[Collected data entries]
^^^^^^^^
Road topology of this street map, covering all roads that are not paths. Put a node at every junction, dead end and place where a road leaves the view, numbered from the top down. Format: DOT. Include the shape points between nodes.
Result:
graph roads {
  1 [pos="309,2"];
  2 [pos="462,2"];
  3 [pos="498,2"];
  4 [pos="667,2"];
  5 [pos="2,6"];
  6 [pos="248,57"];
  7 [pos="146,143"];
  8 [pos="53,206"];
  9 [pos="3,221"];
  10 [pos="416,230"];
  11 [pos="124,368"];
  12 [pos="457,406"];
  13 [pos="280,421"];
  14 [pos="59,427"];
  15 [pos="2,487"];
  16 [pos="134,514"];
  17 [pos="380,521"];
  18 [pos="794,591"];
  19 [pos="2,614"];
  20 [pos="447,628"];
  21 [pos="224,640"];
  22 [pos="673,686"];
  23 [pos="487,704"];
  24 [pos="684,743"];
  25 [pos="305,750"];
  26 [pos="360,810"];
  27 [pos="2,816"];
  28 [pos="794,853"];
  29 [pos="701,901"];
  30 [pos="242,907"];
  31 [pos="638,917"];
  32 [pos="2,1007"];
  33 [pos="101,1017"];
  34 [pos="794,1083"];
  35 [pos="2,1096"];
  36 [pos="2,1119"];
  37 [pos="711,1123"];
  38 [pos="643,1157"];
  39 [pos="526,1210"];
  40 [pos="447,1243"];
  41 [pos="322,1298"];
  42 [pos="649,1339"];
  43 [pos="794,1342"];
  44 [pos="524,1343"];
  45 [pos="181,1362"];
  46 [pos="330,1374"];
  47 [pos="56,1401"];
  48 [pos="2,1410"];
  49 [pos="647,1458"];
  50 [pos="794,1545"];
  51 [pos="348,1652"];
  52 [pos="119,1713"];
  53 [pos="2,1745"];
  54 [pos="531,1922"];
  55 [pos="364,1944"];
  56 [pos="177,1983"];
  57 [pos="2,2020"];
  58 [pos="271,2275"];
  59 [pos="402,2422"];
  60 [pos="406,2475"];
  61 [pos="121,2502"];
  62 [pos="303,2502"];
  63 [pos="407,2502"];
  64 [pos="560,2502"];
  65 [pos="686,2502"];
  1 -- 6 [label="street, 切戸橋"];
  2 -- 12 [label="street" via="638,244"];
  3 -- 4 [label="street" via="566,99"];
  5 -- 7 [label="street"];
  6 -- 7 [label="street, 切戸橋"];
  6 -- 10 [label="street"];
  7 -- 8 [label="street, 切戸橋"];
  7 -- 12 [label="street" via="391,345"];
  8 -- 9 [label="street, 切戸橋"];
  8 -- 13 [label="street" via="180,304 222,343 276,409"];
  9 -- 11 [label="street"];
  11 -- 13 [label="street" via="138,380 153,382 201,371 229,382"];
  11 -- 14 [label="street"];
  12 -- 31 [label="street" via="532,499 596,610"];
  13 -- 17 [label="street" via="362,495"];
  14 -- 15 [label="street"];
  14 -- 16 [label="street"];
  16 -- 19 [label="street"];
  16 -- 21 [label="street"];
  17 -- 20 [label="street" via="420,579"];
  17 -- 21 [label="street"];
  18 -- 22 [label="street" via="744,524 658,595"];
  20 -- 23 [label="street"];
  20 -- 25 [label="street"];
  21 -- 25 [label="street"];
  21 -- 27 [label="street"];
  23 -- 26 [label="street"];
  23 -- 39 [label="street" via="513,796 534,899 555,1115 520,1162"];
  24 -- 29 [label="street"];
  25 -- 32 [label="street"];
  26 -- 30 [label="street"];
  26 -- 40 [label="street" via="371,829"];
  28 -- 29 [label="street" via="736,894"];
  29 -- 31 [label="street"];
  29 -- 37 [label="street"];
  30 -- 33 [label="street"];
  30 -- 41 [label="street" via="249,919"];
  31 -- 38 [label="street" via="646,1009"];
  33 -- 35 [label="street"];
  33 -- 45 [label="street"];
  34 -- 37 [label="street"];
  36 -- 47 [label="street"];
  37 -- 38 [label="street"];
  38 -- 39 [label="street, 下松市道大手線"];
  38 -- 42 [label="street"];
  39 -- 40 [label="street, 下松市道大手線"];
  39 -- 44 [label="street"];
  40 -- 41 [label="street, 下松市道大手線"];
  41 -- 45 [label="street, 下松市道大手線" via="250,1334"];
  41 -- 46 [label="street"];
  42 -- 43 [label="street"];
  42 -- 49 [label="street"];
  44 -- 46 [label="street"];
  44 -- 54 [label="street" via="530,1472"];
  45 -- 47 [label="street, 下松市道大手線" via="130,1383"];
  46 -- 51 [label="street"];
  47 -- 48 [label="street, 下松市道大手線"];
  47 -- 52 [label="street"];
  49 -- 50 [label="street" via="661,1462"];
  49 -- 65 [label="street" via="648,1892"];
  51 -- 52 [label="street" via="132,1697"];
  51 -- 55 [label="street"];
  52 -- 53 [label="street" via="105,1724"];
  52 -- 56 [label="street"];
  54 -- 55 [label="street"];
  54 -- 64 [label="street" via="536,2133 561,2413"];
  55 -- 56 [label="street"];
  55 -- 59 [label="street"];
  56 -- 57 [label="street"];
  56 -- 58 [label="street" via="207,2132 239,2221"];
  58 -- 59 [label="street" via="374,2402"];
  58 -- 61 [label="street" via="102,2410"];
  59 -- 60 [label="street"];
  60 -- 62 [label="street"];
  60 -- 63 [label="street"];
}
^^^^^^^^
Task statement: Copy each line of the records verbatim.

Exercise solution:
Road topology of this street map, covering all roads that are not paths. Put a node at every junction, dead end and place where a road leaves the view, numbered from the top down. Format: DOT. Include the shape points between nodes.
Result:
graph roads {
  1 [pos="309,2"];
  2 [pos="462,2"];
  3 [pos="498,2"];
  4 [pos="667,2"];
  5 [pos="2,6"];
  6 [pos="248,57"];
  7 [pos="146,143"];
  8 [pos="53,206"];
  9 [pos="3,221"];
  10 [pos="416,230"];
  11 [pos="124,368"];
  12 [pos="457,406"];
  13 [pos="280,421"];
  14 [pos="59,427"];
  15 [pos="2,487"];
  16 [pos="134,514"];
  17 [pos="380,521"];
  18 [pos="794,591"];
  19 [pos="2,614"];
  20 [pos="447,628"];
  21 [pos="224,640"];
  22 [pos="673,686"];
  23 [pos="487,704"];
  24 [pos="684,743"];
  25 [pos="305,750"];
  26 [pos="360,810"];
  27 [pos="2,816"];
  28 [pos="794,853"];
  29 [pos="701,901"];
  30 [pos="242,907"];
  31 [pos="638,917"];
  32 [pos="2,1007"];
  33 [pos="101,1017"];
  34 [pos="794,1083"];
  35 [pos="2,1096"];
  36 [pos="2,1119"];
  37 [pos="711,1123"];
  38 [pos="643,1157"];
  39 [pos="526,1210"];
  40 [pos="447,1243"];
  41 [pos="322,1298"];
  42 [pos="649,1339"];
  43 [pos="794,1342"];
  44 [pos="524,1343"];
  45 [pos="181,1362"];
  46 [pos="330,1374"];
  47 [pos="56,1401"];
  48 [pos="2,1410"];
  49 [pos="647,1458"];
  50 [pos="794,1545"];
  51 [pos="348,1652"];
  52 [pos="119,1713"];
  53 [pos="2,1745"];
  54 [pos="531,1922"];
  55 [pos="364,1944"];
  56 [pos="177,1983"];
  57 [pos="2,2020"];
  58 [pos="271,2275"];
  59 [pos="402,2422"];
  60 [pos="406,2475"];
  61 [pos="121,2502"];
  62 [pos="303,2502"];
  63 [pos="407,2502"];
  64 [pos="560,2502"];
  65 [pos="686,2502"];
  1 -- 6 [label="street, 切戸橋"];
  2 -- 12 [label="street" via="638,244"];
  3 -- 4 [label="street" via="566,99"];
  5 -- 7 [label="street"];
  6 -- 7 [label="street, 切戸橋"];
  6 -- 10 [label="street"];
  7 -- 8 [label="street, 切戸橋"];
  7 -- 12 [label="street" via="391,345"];
  8 -- 9 [label="street, 切戸橋"];
  8 -- 13 [label="street" via="180,304 222,343 276,409"];
  9 -- 11 [label="street"];
  11 -- 13 [label="street" via="138,380 153,382 201,371 229,382"];
  11 -- 14 [label="street"];
  12 -- 31 [label="street" via="532,499 596,610"];
  13 -- 17 [label="street" via="362,495"];
  14 -- 15 [label="street"];
  14 -- 16 [label="street"];
  16 -- 19 [label="street"];
  16 -- 21 [label="street"];
  17 -- 20 [label="street" via="420,579"];
  17 -- 21 [label="street"];
  18 -- 22 [label="street" via="744,524 658,595"];
  20 -- 23 [label="street"];
  20 -- 25 [label="street"];
  21 -- 25 [label="street"];
  21 -- 27 [label="street"];
  23 -- 26 [label="street"];
  23 -- 39 [label="street" via="513,796 534,899 555,1115 520,1162"];
  24 -- 29 [label="street"];
  25 -- 32 [label="street"];
  26 -- 30 [label="street"];
  26 -- 40 [label="street" via="371,829"];
  28 -- 29 [label="street" via="736,894"];
  29 -- 31 [label="street"];
  29 -- 37 [label="street"];
  30 -- 33 [label="street"];
  30 -- 41 [label="street" via="249,919"];
  31 -- 38 [label="street" via="646,1009"];
  33 -- 35 [label="street"];
  33 -- 45 [label="street"];
  34 -- 37 [label="street"];
  36 -- 47 [label="street"];
  37 -- 38 [label="street"];
  38 -- 39 [label="street, 下松市道大手線"];
  38 -- 42 [label="street"];
  39 -- 40 [label="street, 下松市道大手線"];
  39 -- 44 [label="street"];
  40 -- 41 [label="street, 下松市道大手線"];
  41 -- 45 [label="street, 下松市道大手線" via="250,1334"];
  41 -- 46 [label="street"];
  42 -- 43 [label="street"];
  42 -- 49 [label="street"];
  44 -- 46 [label="street"];
  44 -- 54 [label="street" via="530,1472"];
  45 -- 47 [label="street, 下松市道大手線" via="130,1383"];
  46 -- 51 [label="street"];
  47 -- 48 [label="street, 下松市道大手線"];
  47 -- 52 [label="street"];
  49 -- 50 [label="street" via="661,1462"];
  49 -- 65 [label="street" via="648,1892"];
  51 -- 52 [label="street" via="132,1697"];
  51 -- 55 [label="street"];
  52 -- 53 [label="street" via="105,1724"];
  52 -- 56 [label="street"];
  54 -- 55 [label="street"];
  54 -- 64 [label="street" via="536,2133 561,2413"];
  55 -- 56 [label="street"];
  55 -- 59 [label="street"];
  56 -- 57 [label="street"];
  56 -- 58 [label="street" via="207,2132 239,2221"];
  58 -- 59 [label="street" via="374,2402"];
  58 -- 61 [label="street" via="102,2410"];
  59 -- 60 [label="street"];
  60 -- 62 [label="street"];
  60 -- 63 [label="street"];
}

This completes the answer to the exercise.